- [ABOUT THIS EXERCISE]: When a line in the data below includes "Jaypur", count it; then give only the total.

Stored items
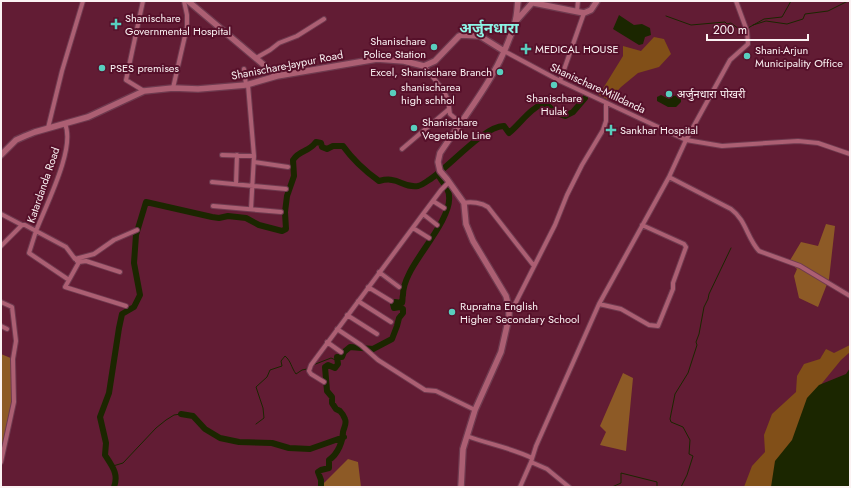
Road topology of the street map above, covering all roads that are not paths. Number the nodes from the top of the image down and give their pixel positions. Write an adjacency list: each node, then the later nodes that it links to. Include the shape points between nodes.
1 (83, 1): 26 (street)
2 (143, 1): 21 (street, via 126,80)
3 (184, 1): 20 (street, via 187,27)
4 (188, 1): 14 (street)
5 (518, 1): 12 (street)
6 (578, 1): 9 (street)
7 (596, 1): 10 (street, via 591,10)
8 (736, 1): 27 (street, via 747,31 748,44 730,60)
9 (577, 11): 10 (street); 12 (street, via 534,3)
10 (584, 13): 18 (street)
11 (324, 19): 14 (street)
12 (515, 22): 13 (street)
13 (504, 51): 15 (street, via 480,36 462,35 435,62); 18 (street, Shanischare-Milldanda); 24 (street, via 482,94)
14 (256, 58): 17 (street)
15 (424, 66): 17 (street, Shanischare-Jaypur Road, via 377,59); 23 (street, via 444,91)
16 (244, 69): 19 (street)
17 (277, 76): 19 (street, Shanischare-Jaypur Road)
18 (560, 81): 22 (street, Shanischare-Milldanda)
19 (247, 85): 20 (street, Shanischare-Jaypur Road, via 198,89); 33 (street)
20 (173, 88): 21 (street, Shanischare-Jaypur Road)
21 (144, 91): 25 (street, Shanischare-Jaypur Road)
22 (606, 103): 27 (street, Shanischare-Milldanda); 59 (street, via 603,130 582,165)
23 (449, 109): 24 (street, via 450,114); 28 (street)
24 (460, 122): 40 (street, via 439,157 440,172)
25 (65, 124): 26 (street, Shanischare-Jaypur Road); 55 (street, Katardanda Road, via 67,142 64,159)
26 (48, 128): 29 (street, Shanischare-Jaypur Road, via 20,138)
27 (686, 140): 30 (street, Shanischare-Milldanda, via 722,146 798,141 818,143); 36 (street)
28 (402, 149)
29 (1, 154)
30 (850, 154)
31 (222, 155): 32 (street)
32 (237, 155): 33 (street); 38 (street)
33 (254, 156): 34 (street)
34 (254, 162): 35 (street); 39 (street)
35 (288, 167)
36 (670, 177): 52 (street); 65 (street, via 731,209 737,214 759,251 800,266)
37 (212, 182): 38 (street)
38 (236, 184): 39 (street)
39 (253, 185): 41 (street); 46 (street)
40 (446, 185): 42 (street); 43 (street)
41 (286, 189)
42 (433, 200): 45 (street); 49 (street)
43 (464, 203): 59 (street, via 488,207); 71 (street, via 466,224 473,242 506,296)
44 (213, 206): 46 (street)
45 (444, 208)
46 (251, 209): 47 (street)
47 (281, 212)
48 (1, 214): 50 (street)
49 (423, 214): 51 (street); 53 (street)
50 (22, 225): 55 (street, Katardanda Road); 57 (street, Katardanda Road)
51 (438, 225)
52 (642, 225): 69 (street); 69 (street, via 686,247 658,326 649,325 621,309)
53 (412, 228): 56 (street); 61 (street)
54 (137, 230): 58 (street)
55 (36, 231): 58 (street, via 66,247); 62 (street, via 30,253)
56 (429, 238)
57 (1, 246)
58 (77, 261): 60 (street, via 86,261); 62 (street)
59 (534, 266): 71 (street, via 514,306)
60 (120, 272)
61 (379, 272): 63 (street); 64 (street)
62 (69, 280): 70 (street, via 65,287)
63 (399, 286)
64 (368, 287): 66 (street); 67 (street)
65 (850, 296)
66 (358, 300): 72 (street); 73 (street)
67 (391, 301)
68 (1, 302): 84 (street, via 12,307 16,340 12,359 14,402)
69 (599, 304): 83 (street)
70 (126, 306)
71 (509, 308): 81 (street, via 501,352)
72 (347, 314): 75 (street); 77 (street)
73 (391, 322)
74 (1, 326): 76 (street)
75 (337, 329): 78 (street); 81 (street, via 378,360 425,390 436,392)
76 (7, 330)
77 (377, 334)
78 (327, 342): 79 (street); 80 (street, via 309,368 311,374)
79 (341, 352)
80 (324, 382)
81 (475, 410): 82 (street)
82 (467, 436): 83 (street, via 518,451); 85 (street, via 463,449)
83 (532, 460): 86 (street); 87 (street)
84 (1, 462)
85 (461, 487)
86 (520, 487)
87 (569, 487)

- [RESULT]: 7